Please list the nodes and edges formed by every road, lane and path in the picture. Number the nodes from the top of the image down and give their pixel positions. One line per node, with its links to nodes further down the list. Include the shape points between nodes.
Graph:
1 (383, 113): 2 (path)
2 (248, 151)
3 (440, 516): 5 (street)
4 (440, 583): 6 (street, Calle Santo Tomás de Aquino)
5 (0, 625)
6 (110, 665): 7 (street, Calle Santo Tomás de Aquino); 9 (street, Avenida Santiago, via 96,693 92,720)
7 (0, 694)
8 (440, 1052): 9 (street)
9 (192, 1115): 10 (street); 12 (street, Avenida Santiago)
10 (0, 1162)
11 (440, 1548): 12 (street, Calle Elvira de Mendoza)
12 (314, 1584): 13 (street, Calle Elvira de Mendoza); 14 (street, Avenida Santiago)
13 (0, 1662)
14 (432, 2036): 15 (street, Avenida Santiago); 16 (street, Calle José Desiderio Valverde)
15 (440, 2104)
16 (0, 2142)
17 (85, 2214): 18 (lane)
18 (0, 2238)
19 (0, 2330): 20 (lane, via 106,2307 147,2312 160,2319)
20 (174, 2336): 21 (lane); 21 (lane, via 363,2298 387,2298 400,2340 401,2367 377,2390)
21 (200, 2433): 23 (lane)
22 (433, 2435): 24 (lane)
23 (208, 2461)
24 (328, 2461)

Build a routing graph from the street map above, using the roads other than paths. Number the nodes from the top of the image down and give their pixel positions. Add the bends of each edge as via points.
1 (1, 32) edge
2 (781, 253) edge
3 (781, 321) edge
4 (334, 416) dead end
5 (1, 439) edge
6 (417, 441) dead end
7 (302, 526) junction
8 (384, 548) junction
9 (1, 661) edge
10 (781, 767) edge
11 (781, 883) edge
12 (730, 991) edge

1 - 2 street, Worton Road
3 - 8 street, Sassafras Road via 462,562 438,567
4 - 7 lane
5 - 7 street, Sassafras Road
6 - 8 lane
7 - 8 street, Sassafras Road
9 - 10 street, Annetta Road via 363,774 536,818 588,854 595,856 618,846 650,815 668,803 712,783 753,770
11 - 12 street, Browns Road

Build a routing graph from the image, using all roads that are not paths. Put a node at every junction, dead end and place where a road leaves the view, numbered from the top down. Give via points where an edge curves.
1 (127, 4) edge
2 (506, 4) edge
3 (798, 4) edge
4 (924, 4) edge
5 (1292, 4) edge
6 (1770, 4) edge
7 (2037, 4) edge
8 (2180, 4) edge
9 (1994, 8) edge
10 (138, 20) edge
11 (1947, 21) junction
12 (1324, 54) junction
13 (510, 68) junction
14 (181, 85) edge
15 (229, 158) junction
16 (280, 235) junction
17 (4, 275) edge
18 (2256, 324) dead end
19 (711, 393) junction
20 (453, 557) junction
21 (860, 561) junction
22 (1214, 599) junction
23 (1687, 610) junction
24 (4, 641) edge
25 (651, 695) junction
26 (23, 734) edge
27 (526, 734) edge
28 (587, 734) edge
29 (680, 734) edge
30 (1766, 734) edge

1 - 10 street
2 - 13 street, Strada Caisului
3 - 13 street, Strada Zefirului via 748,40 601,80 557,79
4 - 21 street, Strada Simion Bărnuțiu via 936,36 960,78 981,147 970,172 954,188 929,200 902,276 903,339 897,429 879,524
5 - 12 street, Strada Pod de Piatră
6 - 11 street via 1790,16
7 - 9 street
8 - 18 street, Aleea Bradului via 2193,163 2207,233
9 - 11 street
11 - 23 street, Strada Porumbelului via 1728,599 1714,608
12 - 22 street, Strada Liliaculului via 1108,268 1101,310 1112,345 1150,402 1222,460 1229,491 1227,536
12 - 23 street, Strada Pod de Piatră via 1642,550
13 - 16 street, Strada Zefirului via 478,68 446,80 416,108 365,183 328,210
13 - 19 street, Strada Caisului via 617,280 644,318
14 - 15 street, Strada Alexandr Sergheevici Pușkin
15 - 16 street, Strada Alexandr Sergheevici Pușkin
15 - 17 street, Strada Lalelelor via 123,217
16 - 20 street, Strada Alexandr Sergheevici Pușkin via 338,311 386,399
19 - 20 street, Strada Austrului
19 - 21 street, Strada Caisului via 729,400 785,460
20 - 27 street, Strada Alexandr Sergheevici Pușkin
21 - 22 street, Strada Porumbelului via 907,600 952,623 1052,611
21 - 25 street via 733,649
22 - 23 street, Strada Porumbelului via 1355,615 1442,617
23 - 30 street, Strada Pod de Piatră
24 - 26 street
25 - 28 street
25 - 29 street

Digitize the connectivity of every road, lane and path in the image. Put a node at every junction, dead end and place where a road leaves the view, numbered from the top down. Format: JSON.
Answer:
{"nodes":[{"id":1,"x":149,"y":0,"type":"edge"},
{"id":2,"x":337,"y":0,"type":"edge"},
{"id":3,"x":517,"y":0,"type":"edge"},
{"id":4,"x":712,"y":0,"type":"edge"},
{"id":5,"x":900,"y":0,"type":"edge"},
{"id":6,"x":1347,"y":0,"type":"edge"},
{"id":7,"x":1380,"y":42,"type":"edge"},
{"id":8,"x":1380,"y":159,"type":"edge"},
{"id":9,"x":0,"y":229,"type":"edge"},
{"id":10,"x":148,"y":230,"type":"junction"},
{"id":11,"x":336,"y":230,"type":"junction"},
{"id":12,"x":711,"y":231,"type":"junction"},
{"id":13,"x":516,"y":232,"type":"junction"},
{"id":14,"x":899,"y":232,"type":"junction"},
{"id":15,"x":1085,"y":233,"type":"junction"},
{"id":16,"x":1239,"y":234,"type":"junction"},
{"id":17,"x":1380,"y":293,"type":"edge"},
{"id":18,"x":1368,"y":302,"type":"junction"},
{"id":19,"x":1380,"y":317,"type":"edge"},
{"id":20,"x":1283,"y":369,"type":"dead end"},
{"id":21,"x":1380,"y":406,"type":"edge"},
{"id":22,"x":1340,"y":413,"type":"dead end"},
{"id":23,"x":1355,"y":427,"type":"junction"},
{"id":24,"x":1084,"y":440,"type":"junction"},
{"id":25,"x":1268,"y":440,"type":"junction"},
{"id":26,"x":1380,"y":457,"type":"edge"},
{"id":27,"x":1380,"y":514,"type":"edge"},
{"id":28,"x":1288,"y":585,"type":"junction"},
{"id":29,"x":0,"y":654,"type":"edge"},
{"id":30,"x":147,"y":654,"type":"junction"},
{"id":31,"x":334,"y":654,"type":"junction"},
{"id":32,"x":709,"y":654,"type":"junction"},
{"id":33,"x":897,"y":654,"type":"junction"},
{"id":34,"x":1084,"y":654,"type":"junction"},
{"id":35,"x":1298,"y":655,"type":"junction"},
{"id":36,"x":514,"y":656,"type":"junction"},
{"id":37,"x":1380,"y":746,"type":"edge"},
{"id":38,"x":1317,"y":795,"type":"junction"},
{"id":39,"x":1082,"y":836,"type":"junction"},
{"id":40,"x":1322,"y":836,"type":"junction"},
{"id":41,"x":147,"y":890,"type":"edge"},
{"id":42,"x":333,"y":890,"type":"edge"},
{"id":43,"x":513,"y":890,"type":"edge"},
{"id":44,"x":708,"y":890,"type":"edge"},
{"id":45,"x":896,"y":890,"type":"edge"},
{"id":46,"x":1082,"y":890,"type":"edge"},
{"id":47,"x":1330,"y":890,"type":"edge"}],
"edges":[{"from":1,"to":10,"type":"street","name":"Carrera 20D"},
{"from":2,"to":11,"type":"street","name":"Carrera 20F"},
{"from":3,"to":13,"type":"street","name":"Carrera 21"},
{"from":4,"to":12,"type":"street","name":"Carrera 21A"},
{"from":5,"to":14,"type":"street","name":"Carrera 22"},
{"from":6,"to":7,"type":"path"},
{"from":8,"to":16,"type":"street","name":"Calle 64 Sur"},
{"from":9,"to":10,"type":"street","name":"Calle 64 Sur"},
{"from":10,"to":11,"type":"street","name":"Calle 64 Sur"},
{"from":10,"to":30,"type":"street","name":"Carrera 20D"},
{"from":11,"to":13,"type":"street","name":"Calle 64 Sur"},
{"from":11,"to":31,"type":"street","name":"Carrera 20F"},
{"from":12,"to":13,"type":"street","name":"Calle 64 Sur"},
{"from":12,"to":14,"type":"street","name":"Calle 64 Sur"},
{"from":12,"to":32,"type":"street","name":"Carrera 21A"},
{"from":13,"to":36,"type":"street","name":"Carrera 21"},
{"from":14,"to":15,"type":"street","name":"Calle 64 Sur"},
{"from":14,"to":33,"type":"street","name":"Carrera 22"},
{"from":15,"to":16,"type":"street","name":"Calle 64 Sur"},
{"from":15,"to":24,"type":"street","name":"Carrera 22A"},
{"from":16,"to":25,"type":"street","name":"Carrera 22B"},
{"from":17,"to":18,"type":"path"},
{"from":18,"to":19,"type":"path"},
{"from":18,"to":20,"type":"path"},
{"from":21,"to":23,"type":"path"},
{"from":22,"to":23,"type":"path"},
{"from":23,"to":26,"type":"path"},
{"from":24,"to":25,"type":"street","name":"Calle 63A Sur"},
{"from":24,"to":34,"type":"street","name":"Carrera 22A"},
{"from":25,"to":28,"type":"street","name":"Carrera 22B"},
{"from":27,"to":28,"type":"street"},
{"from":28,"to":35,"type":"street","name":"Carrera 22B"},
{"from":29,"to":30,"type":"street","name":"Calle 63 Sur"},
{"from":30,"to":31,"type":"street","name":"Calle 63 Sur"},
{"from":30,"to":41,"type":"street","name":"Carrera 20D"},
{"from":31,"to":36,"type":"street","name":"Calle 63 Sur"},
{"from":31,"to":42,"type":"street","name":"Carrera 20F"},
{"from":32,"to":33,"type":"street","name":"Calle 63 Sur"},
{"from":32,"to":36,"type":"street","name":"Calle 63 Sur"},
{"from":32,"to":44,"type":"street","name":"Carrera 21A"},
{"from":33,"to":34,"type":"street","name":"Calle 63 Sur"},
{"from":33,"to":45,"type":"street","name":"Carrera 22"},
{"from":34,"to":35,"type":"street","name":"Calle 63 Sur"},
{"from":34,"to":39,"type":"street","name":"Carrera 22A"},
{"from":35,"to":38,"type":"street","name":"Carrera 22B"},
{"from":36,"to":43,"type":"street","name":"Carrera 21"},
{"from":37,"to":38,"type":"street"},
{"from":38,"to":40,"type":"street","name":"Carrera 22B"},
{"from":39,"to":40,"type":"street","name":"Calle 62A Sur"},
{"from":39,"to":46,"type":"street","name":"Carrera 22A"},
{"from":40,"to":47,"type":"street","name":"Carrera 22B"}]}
########################################
**EXERCISE REQUIREMENTS**
Across the entries above, how many lines include "Sassafras"? State only that number.

**ANSWER TO THE PROBLEM**
3